Uswitch, the broadband comparison site, said it had seen a 10 percent rise in people searching for faster suppliers since restrictions came in.
The development comes as over 40,000 Virgin customers were hit by an outage this week, leaving people struggling to hold work meetings online.
Yesterday, a Government advisor also urged ministers to consider increasing the £5 billion announced in the budget to upgrade rural broadband and look to improve the network to make working from home more attratctive.


Increased demand
Since the lockdown consumers have watched 170 million extra hours of stereaming content per week.
Prior to lockdown, adults watched an average of six hours of online TV and films per week, while parents say their children usually viewed five hours a week.
Consumers new say they and their children will stream an extra seven hours of TV and films a week in the coming months.
Almost one in ten streaming fans (9.2%) plan to pay for additional streaming services, with users now spending £15.30 a month on subscriptions, up from £12.50 in October 2019. This means that UK households are spending an extra £44 million a month on streaming services compared to October with Netflix being the prime choice for online content.
Uswitch said in recent weeks it had seen a surge in customers looking for faster broadband speeds over cheaper packages, as millions worked home via video conferencing apps and tried to keep children educated through live streams.
Rory Stoves, a spokesman for Uswitch, said the company usually saw a 50-50 split between searches for cheap broadband deals and fast, but that searches had become weighted 40 percent to 60 percent in favour of speed during the lockdown.
The most interesting change in trend we’ve seen is the bias towards faster products in recent weeks. With customers looking to upgrade their broadband to cater for the increase in home usage. This is something which I understand is mirrored across the whole industry.
Rory Stoves, a spokesman for Uswitch
Earlier this month Uswitch research revealed that the UK ranked just 34th out of 207 countries for downspeeds, behind Singapore, Sweden and Luxembourg.
The report found that to download a large file such as a 53GB video game on an average UK 10bps connection would take 11 hours and 47 minutes, compared to around 90 mins in Taiwan, which had the fastest speeds.
The findings come as users suffered the most serious internet outage of the lockdown on Monday evening when Virgin’s services went down leaving around 43,000 people without internet at its peak.
The company, which has around 5.3 million customers, said the failure was not due to do with increased lockdown usage but a technical fault.
A spokesman for the company said: The problem was fixed in the early hours of Tuesday morning.
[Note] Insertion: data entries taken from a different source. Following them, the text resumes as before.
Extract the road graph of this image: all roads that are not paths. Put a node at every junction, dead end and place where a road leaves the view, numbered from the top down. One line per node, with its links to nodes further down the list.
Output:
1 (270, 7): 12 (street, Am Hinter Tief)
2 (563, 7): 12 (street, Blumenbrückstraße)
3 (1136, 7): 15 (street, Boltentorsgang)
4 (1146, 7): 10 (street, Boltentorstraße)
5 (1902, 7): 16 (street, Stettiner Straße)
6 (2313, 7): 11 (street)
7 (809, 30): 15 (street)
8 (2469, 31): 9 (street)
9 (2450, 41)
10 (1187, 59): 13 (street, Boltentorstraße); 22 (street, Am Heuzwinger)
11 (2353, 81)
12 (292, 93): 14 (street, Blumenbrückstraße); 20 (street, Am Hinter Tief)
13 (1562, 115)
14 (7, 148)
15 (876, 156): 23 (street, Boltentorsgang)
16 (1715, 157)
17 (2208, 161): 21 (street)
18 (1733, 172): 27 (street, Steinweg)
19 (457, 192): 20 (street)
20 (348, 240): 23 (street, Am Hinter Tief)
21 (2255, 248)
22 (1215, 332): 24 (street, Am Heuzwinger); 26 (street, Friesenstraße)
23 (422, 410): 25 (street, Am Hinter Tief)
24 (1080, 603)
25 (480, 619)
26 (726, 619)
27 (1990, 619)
We believe the issue to have been caused by a technical fault within our core network.
“It resulted in intermittent connectivity issues where broadband would drop for a minute or so every hour or two and then restore.”
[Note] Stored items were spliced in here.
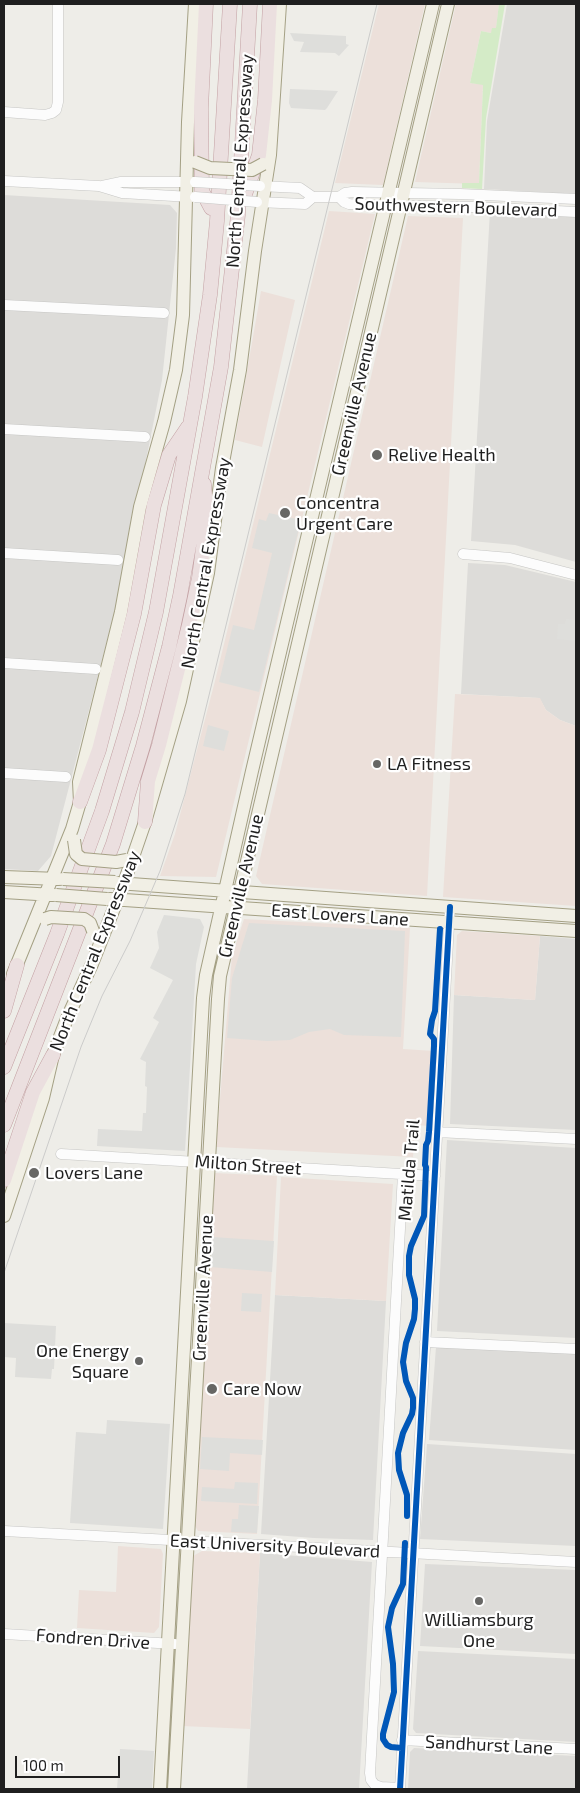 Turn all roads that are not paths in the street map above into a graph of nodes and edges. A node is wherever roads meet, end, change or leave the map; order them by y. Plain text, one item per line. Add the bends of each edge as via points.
1 (58, 4) edge
2 (195, 4) edge
3 (206, 4) edge
4 (230, 4) edge
5 (250, 4) edge
6 (270, 4) edge
7 (280, 4) edge
8 (432, 4) edge
9 (448, 4) edge
10 (417, 71) junction
11 (432, 75) junction
12 (4, 112) edge
13 (192, 159) junction
14 (266, 161) junction
15 (4, 181) edge
16 (191, 182) junction
17 (99, 186) junction
18 (262, 186) junction
19 (388, 192) junction
20 (404, 193) junction
21 (435, 194) junction
22 (339, 196) junction
23 (191, 197) junction
24 (313, 197) junction
25 (576, 199) edge
26 (260, 202) junction
27 (384, 206) junction
28 (435, 206) junction
29 (401, 207) junction
30 (576, 212) edge
31 (238, 215) junction
32 (217, 221) junction
33 (4, 306) edge
34 (164, 314) dead end
35 (357, 322) junction
36 (372, 326) junction
37 (335, 419) junction
38 (191, 422) junction
39 (350, 422) junction
40 (4, 429) edge
41 (145, 437) dead end
42 (203, 469) junction
43 (308, 533) junction
44 (323, 536) junction
45 (4, 553) edge
46 (463, 554) dead end
47 (118, 560) dead end
48 (576, 575) edge
49 (4, 663) edge
50 (96, 669) dead end
51 (4, 773) edge
52 (66, 777) dead end
53 (80, 802) junction
54 (144, 822) junction
55 (73, 834) junction
56 (136, 849) junction
57 (4, 877) edge
58 (57, 879) junction
59 (120, 883) junction
60 (225, 891) junction
61 (4, 892) edge
62 (239, 892) junction
63 (50, 895) junction
64 (112, 899) junction
65 (450, 907) junction
66 (222, 908) junction
67 (235, 908) junction
68 (576, 916) edge
69 (449, 922) junction
70 (31, 930) junction
71 (576, 931) edge
72 (92, 964) junction
73 (17, 966) junction
74 (4, 995) edge
75 (4, 1011) edge
76 (53, 1055) junction
77 (4, 1066) edge
78 (4, 1125) edge
79 (437, 1132) junction
80 (576, 1139) edge
81 (60, 1154) dead end
82 (195, 1162) junction
83 (209, 1164) junction
84 (403, 1174) junction
85 (435, 1176) junction
86 (4, 1180) edge
87 (4, 1216) edge
88 (186, 1324) junction
89 (201, 1324) junction
90 (425, 1342) junction
91 (576, 1349) edge
92 (182, 1399) junction
93 (196, 1400) junction
94 (4, 1531) edge
95 (174, 1540) junction
96 (188, 1540) junction
97 (382, 1552) junction
98 (413, 1554) junction
99 (576, 1562) edge
100 (4, 1634) edge
101 (168, 1644) junction
102 (182, 1645) junction
103 (402, 1740) junction
104 (576, 1749) edge
105 (160, 1789) edge
106 (174, 1789) edge
107 (400, 1789) edge

1 - 12 street via 56,110 45,115
2 - 13 main road via 189,86
3 - 32 highway via 201,108 202,191
4 - 32 highway, North Central Expressway
5 - 31 highway, North Central Expressway
6 - 31 highway via 259,155
7 - 14 main road, North Central Expressway via 275,99
8 - 10 main road, Greenville Avenue
9 - 11 main road, Greenville Avenue
10 - 11 main road
10 - 19 main road, Greenville Avenue
11 - 20 main road, Greenville Avenue
13 - 14 main road, bridge via 210,168 252,170
13 - 16 main road
14 - 18 main road, North Central Expressway
15 - 17 street, Southwestern Boulevard
16 - 17 street, Southwestern Boulevard via 121,182
16 - 18 street, Southwestern Boulevard, bridge
16 - 23 main road
17 - 23 street, Southwestern Boulevard via 122,193
18 - 24 street, Southwestern Boulevard via 300,188
18 - 26 main road, North Central Expressway
19 - 20 street, Southwestern Boulevard
19 - 22 street, Southwestern Boulevard via 352,192
19 - 27 main road, Greenville Avenue
20 - 21 street, Southwestern Boulevard
20 - 29 main road, Greenville Avenue
21 - 25 street, Southwestern Boulevard
21 - 28 street
22 - 24 street, Southwestern Boulevard
22 - 27 street, Southwestern Boulevard via 349,204
23 - 26 street, Southwestern Boulevard, bridge
23 - 53 main road via 176,370 140,507 122,612 80,782
24 - 26 street, Southwestern Boulevard via 305,204
26 - 54 main road, North Central Expressway via 240,370 222,468 208,573 180,702
27 - 29 street, Southwestern Boulevard
27 - 35 main road, Greenville Avenue
28 - 29 street, Southwestern Boulevard
28 - 30 street, Southwestern Boulevard
29 - 36 main road, Greenville Avenue
31 - 42 highway, North Central Expressway via 221,367
32 - 38 highway, North Central Expressway via 207,320
33 - 34 street
35 - 36 main road
35 - 37 main road, Greenville Avenue
36 - 39 main road, Greenville Avenue
37 - 39 main road
37 - 43 main road, Greenville Avenue
38 - 53 highway via 169,455 154,506 132,623 98,750
38 - 77 highway, North Central Expressway via 154,620 123,745 88,854
39 - 44 main road, Greenville Avenue
40 - 41 street
42 - 54 highway via 207,518 199,578 148,781
42 - 78 highway, North Central Expressway via 157,696 129,795 80,932
43 - 44 main road
43 - 60 main road, Greenville Avenue
44 - 62 main road, Greenville Avenue
45 - 47 street
46 - 48 street via 510,558
49 - 50 street
51 - 52 street
53 - 55 main road
54 - 56 main road, North Central Expressway
55 - 56 main road, bridge via 74,849 82,859 127,860
55 - 58 main road
56 - 59 main road, North Central Expressway
57 - 58 main road
58 - 59 main road, East Lovers Lane, bridge
58 - 63 main road
59 - 60 main road, East Lovers Lane
59 - 64 main road, North Central Expressway
60 - 62 main road, East Lovers Lane
60 - 66 main road, Greenville Avenue
61 - 63 main road
62 - 65 main road, East Lovers Lane
62 - 67 main road, Greenville Avenue
63 - 64 main road, East Lovers Lane, bridge
63 - 70 main road
64 - 66 main road, East Lovers Lane
64 - 72 main road, North Central Expressway
65 - 68 main road, East Lovers Lane
65 - 69 street
66 - 67 main road, East Lovers Lane
66 - 82 main road, Greenville Avenue via 209,956 203,998
67 - 69 main road, East Lovers Lane
67 - 83 main road, Greenville Avenue via 220,976
69 - 71 main road, East Lovers Lane
69 - 79 street
70 - 72 main road, bridge via 51,917 84,919 93,931
70 - 73 main road
72 - 76 main road, North Central Expressway
73 - 74 main road
73 - 75 highway
76 - 86 highway via 33,1092
76 - 87 main road, North Central Expressway via 44,1098
79 - 80 street
79 - 85 street
81 - 82 street, Milton Street
82 - 83 street, Milton Street
82 - 88 main road, Greenville Avenue
83 - 84 street, Milton Street
83 - 89 main road, Greenville Avenue
84 - 85 street, Milton Street
84 - 97 street
85 - 90 street
88 - 89 main road
88 - 92 main road, Greenville Avenue
89 - 93 main road, Greenville Avenue
90 - 91 street
90 - 98 street
92 - 93 main road
92 - 95 main road, Greenville Avenue
93 - 96 main road, Greenville Avenue
94 - 95 street, East University Boulevard
95 - 96 street, East University Boulevard
95 - 101 main road, Greenville Avenue
96 - 97 street, East University Boulevard
96 - 102 main road, Greenville Avenue
97 - 98 street, East University Boulevard
97 - 107 street via 370,1773 376,1785
98 - 99 street, East University Boulevard
98 - 103 street
100 - 101 street, Fondren Drive
101 - 102 street, Fondren Drive
101 - 105 main road, Greenville Avenue
102 - 106 main road, Greenville Avenue
103 - 104 street, Sandhurst Lane
103 - 107 street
Following the outage, Andrew Glover, chair of the Internet Service Providers Association said recent outages were not due to high demand but ‘intermittent broadband issues”.
He added: “Despite a significant increase in broadband usage in households during the lockdown, UK networks have proved to be resilient and continue to provide vital support for the public and businesses through this difficult period.”
However, the outage follows numerous complaints on social media from people saying their broadband packages are struggling to keep up with the demands of lockdown usage.
Chris Stark, the government’s advisor on climate change, said yesterday that ministers should look to invest more in broadband infrastructure after the coronavirus crisis to encourage people to keep working from home where possible.
The Government has already pledged £5 billion to get gigabit capable broadband to the hardest-to-reach rural regions of the UK by 2025.